S'il est un livre qu'il faut lire couché, c'est celui-là. Couché sur un sol humide, comme Jean-Jacques Salgon dans la grotte de Baume Latrone, ou à défaut allongé sur son lit, dans le confort de sa maison, à regarder au plafond, se faire son cinéma. Un cinéma où l'on se rend à bicyclette, « avec le même entrain que Bernadette Lafont », où l'on pédale avec Les Mistons, où l'on découvre avec eux, avec celui qu'on surnomme Moustique, un nouveau réseau où d'autres après eux pénétreront.

Il faut être un gamin, un gringalet comme ce Moustique ou bien Robot, le chien de Marcel Ravidat (l'inventeur de Lascaux), pour découvrir pareilles merveilles. Ou Jean-Jacques Salgon à Chauvet, le 4 août 2004 (premier texte), ou dans la grotte de Baume Latrone, le 15 février 2020 (troisième texte).
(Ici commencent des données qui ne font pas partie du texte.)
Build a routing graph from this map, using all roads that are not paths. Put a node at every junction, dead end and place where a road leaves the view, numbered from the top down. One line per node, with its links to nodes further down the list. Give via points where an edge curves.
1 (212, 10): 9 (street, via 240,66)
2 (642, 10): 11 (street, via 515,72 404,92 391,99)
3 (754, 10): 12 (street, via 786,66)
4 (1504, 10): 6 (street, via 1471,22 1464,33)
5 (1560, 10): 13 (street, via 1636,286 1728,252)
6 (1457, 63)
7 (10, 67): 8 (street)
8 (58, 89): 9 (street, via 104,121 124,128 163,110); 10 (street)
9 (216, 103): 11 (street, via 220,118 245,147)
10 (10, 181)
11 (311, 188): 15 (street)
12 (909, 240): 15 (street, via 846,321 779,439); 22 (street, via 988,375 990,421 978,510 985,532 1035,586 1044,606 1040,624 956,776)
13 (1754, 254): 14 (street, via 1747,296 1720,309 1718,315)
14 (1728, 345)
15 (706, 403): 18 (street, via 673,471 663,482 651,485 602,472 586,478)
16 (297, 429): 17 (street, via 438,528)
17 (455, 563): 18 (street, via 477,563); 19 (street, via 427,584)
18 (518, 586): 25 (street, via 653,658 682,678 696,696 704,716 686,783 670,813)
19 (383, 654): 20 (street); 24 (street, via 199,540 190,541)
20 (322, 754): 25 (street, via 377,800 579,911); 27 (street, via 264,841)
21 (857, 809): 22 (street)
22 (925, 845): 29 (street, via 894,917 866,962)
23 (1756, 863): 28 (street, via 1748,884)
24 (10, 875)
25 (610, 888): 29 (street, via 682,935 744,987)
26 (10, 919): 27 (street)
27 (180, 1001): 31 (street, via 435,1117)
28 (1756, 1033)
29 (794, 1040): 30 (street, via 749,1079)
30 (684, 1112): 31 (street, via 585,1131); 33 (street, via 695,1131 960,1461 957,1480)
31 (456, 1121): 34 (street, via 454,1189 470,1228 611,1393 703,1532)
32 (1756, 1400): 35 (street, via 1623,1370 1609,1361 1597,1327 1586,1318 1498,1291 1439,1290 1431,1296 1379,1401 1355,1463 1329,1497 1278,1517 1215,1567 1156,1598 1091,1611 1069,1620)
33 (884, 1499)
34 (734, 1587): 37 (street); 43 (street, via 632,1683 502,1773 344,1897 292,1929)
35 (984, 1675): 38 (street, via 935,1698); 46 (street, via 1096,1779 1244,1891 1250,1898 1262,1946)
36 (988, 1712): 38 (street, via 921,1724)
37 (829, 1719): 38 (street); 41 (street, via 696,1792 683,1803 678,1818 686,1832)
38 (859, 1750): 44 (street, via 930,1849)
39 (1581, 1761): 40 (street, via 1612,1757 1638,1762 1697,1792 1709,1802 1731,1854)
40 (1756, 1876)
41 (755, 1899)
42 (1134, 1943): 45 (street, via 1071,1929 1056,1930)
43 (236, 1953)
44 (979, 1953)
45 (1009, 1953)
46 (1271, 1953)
« Nous progressons en file indienne dans une galerie sur les parois de laquelle, au gré des éclairages, se laissent lire divers graffitis et griffades laissés par ceux qui nous ont précédés. » Les Mistons dont Moustique, mais aussi, avant eux, les ours et les hommes. Ceux qui, il y a plus de 37000 ans, ont laissé Des graffs dans la nuit. Nous ont laissé ces mammouths (Salgon en compte sept), à propos desquels il précise, « et plutôt que des images de mammouths, ces tracés digitaux évoquent quelque chose comme l'idée qu'un humain peut s'en faire. Car ils sont extrêmement stylisés et d'une troublante modernité. Il semble évident que cet ensemble, qui regroupe une dizaine d'animaux, est sorti d'une même main et sans doute dans un geste qui a réglé en un éclair leur tracé et leur agencement. On reste subjugué devant tant de virtuosité, tant de ''magique-circonstanciel'' (pour reprendre un mot de Breton) avec en plus le sentiment de la rapidité du tracé et d'une sûreté extrême dans l'exécution qui rappelle tel dessin de Picasso ou de Matisse. D'ailleurs, c'est à un dessin de Matisse, une ''Danse'' de 1948, que me fait songer cette composition si animée du Grand Plafond. »

Ce Grand Plafond, il faut être allongé sur le sol humide ou à défaut sur son lit pour mieux le voir. C'est là, dans cette position que la caverne devient ou plutôt redevient un ciel, « une nuit éternelle qui est aussi un autre jour, ce pourquoi ici comme à Lascaux, comme à Altamira ou à Rouffignac, des rondes divines de bisons, d'aurochs ou de mammouths continuent de tournoyer au-dessus de nos têtes, animaux planétaires ou galactiques peuplant des plafonds taillés dans le roc qui sont les parfaites répliques de ce que l'on nomme si justement ''voûte céleste''. »

Cet extrait ne fait pas seulement écho au titre du livre, il éclaire aussi le parcours de Jean-Jacques Salgon qui a gardé son âme de Miston, son talent d'inventeur pour découvrir et nous faire découvrir cette parade sauvage dont il a seul la clef. Avec Rimbaud et quelques autres comme Basquiat, Viallat, ou Courbet (lors de sa visite à la grotte Chauvet, quand il s'est trouvé face au Grand Panneau des Lions, il a immédiatement songé au tableau Un enterrement à Ornans : il dit ici pourquoi), ou encore Judit Reigl, (dont la « dernière toile notable », datant de 2010, reprend quelques motifs de ce que l'on a coutume d'appeler la scène du puits de Lascaux  : elle est présente dans le dernier texte, Dead Bird).

 

 

Des graffs dans la nuit, Jean-Jacques Salgon, arléa, La rencontre, avril 2021.